◆ Task item
Return all the entries word for word, minus the pictures.

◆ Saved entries
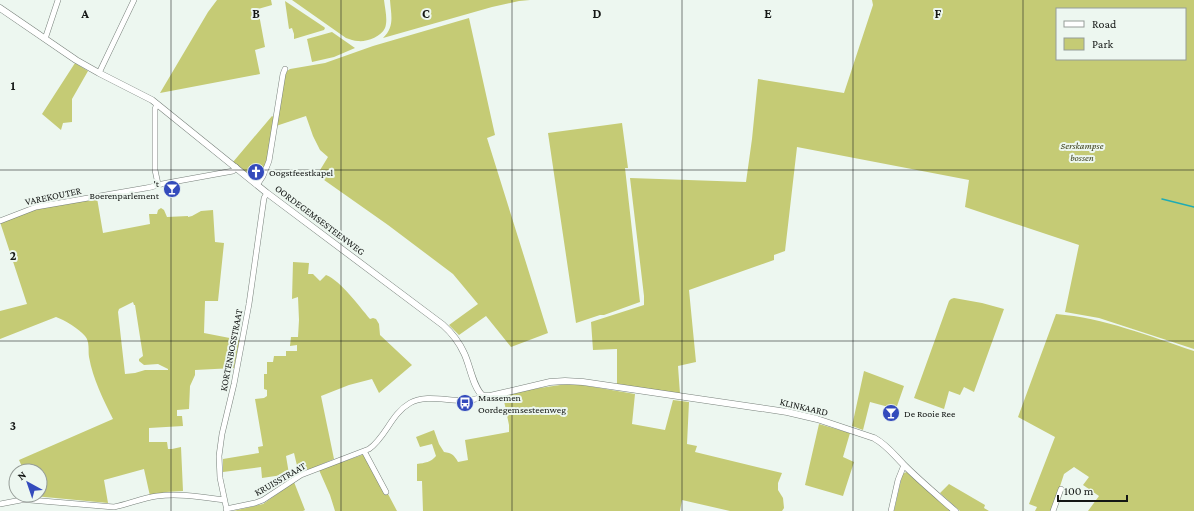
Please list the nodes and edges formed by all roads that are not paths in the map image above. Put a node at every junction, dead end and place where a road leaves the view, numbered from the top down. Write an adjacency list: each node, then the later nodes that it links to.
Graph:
1 (58, 0): 4 (street)
2 (134, 0): 6 (street)
3 (0, 8): 4 (street, OORDEGEMSESTEENWEG)
4 (45, 39): 6 (street, OORDEGEMSESTEENWEG)
5 (285, 69): 10 (street)
6 (99, 73): 7 (street, OORDEGEMSESTEENWEG)
7 (157, 104): 8 (street, OORDEGEMSESTEENWEG); 9 (street)
8 (236, 167): 9 (street, VAREKOUTER); 10 (street, OORDEGEMSESTEENWEG)
9 (158, 184): 12 (street, VAREKOUTER)
10 (257, 185): 11 (street, OORDEGEMSESTEENWEG)
11 (266, 193): 13 (street, OORDEGEMSESTEENWEG); 18 (street, KORTENBOSSTRAAT)
12 (0, 221)
13 (483, 396): 14 (street, KRUISSTRAAT); 15 (street, KLINKAARD)
14 (364, 451): 17 (street); 20 (street, KRUISSTRAAT)
15 (904, 464): 21 (street); 22 (street, KLINKAARD)
16 (1061, 489): 23 (street)
17 (386, 492)
18 (224, 500): 19 (street); 20 (street, KORTENBOSSTRAAT)
19 (0, 504)
20 (227, 510)
21 (890, 511)
22 (955, 511)
23 (1054, 511)

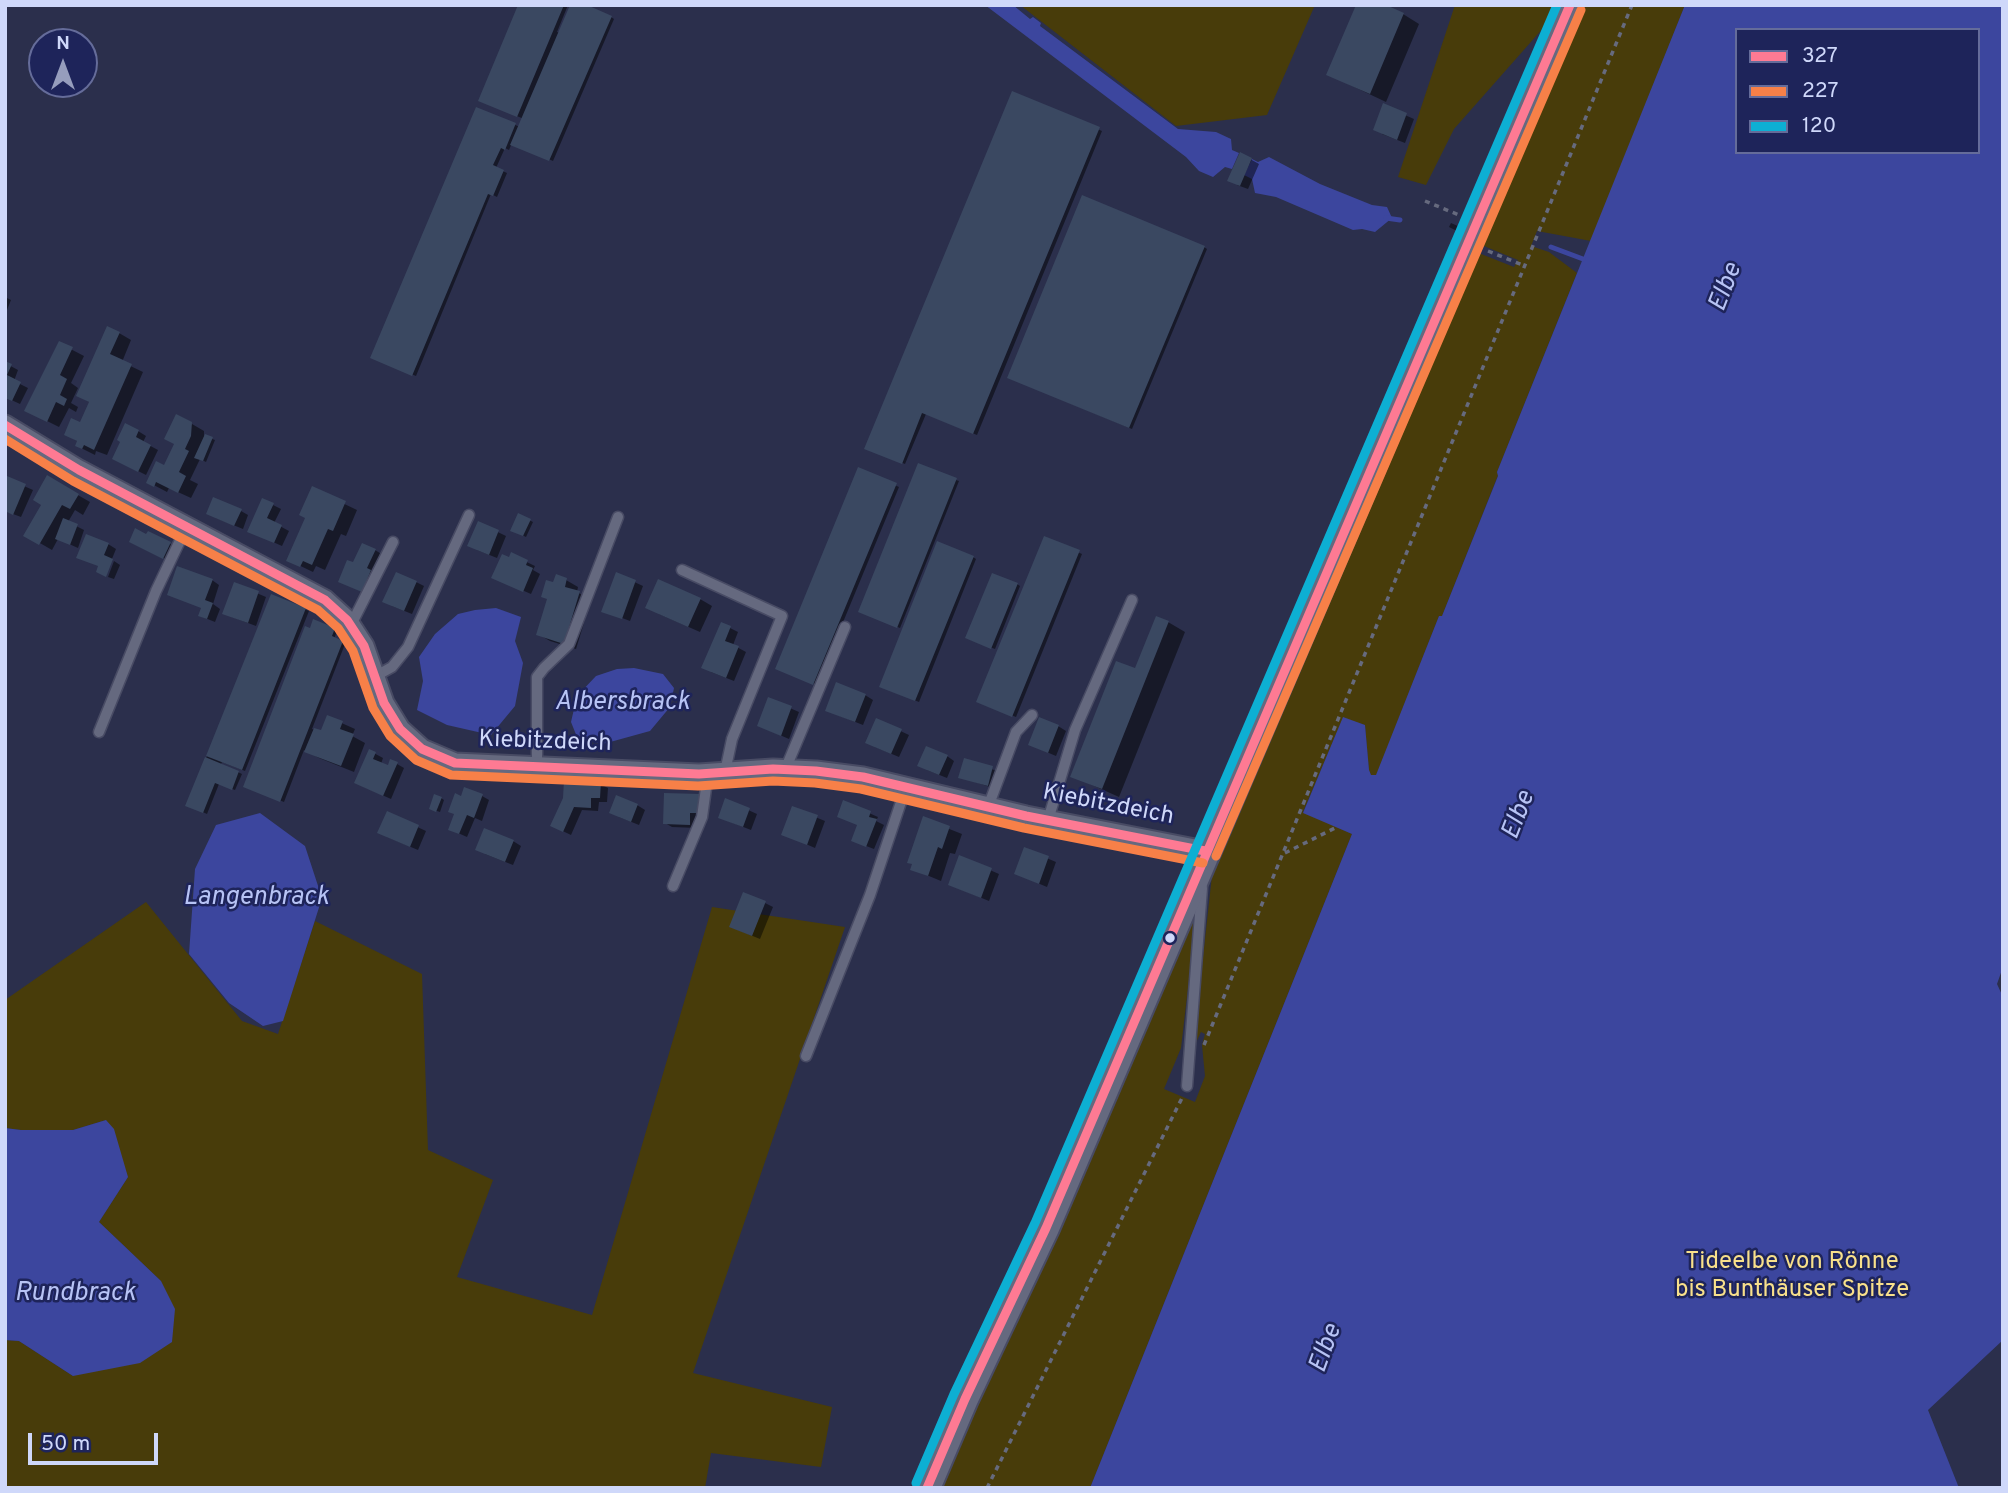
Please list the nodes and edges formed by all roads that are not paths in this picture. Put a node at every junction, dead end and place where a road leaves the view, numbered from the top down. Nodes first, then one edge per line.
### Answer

◆ Your solution
Please list the nodes and edges formed by all roads that are not paths in the map image above. Put a node at every junction, dead end and place where a road leaves the view, numbered from the top down. Write an adjacency list: each node, then the later nodes that it links to.
Graph:
1 (58, 0): 4 (street)
2 (134, 0): 6 (street)
3 (0, 8): 4 (street, OORDEGEMSESTEENWEG)
4 (45, 39): 6 (street, OORDEGEMSESTEENWEG)
5 (285, 69): 10 (street)
6 (99, 73): 7 (street, OORDEGEMSESTEENWEG)
7 (157, 104): 8 (street, OORDEGEMSESTEENWEG); 9 (street)
8 (236, 167): 9 (street, VAREKOUTER); 10 (street, OORDEGEMSESTEENWEG)
9 (158, 184): 12 (street, VAREKOUTER)
10 (257, 185): 11 (street, OORDEGEMSESTEENWEG)
11 (266, 193): 13 (street, OORDEGEMSESTEENWEG); 18 (street, KORTENBOSSTRAAT)
12 (0, 221)
13 (483, 396): 14 (street, KRUISSTRAAT); 15 (street, KLINKAARD)
14 (364, 451): 17 (street); 20 (street, KRUISSTRAAT)
15 (904, 464): 21 (street); 22 (street, KLINKAARD)
16 (1061, 489): 23 (street)
17 (386, 492)
18 (224, 500): 19 (street); 20 (street, KORTENBOSSTRAAT)
19 (0, 504)
20 (227, 510)
21 (890, 511)
22 (955, 511)
23 (1054, 511)

Please list the nodes and edges formed by all roads that are not paths in this picture. Put a node at every junction, dead end and place where a road leaves the view, numbered from the top down. Nodes first, then one edge per line.
### Answer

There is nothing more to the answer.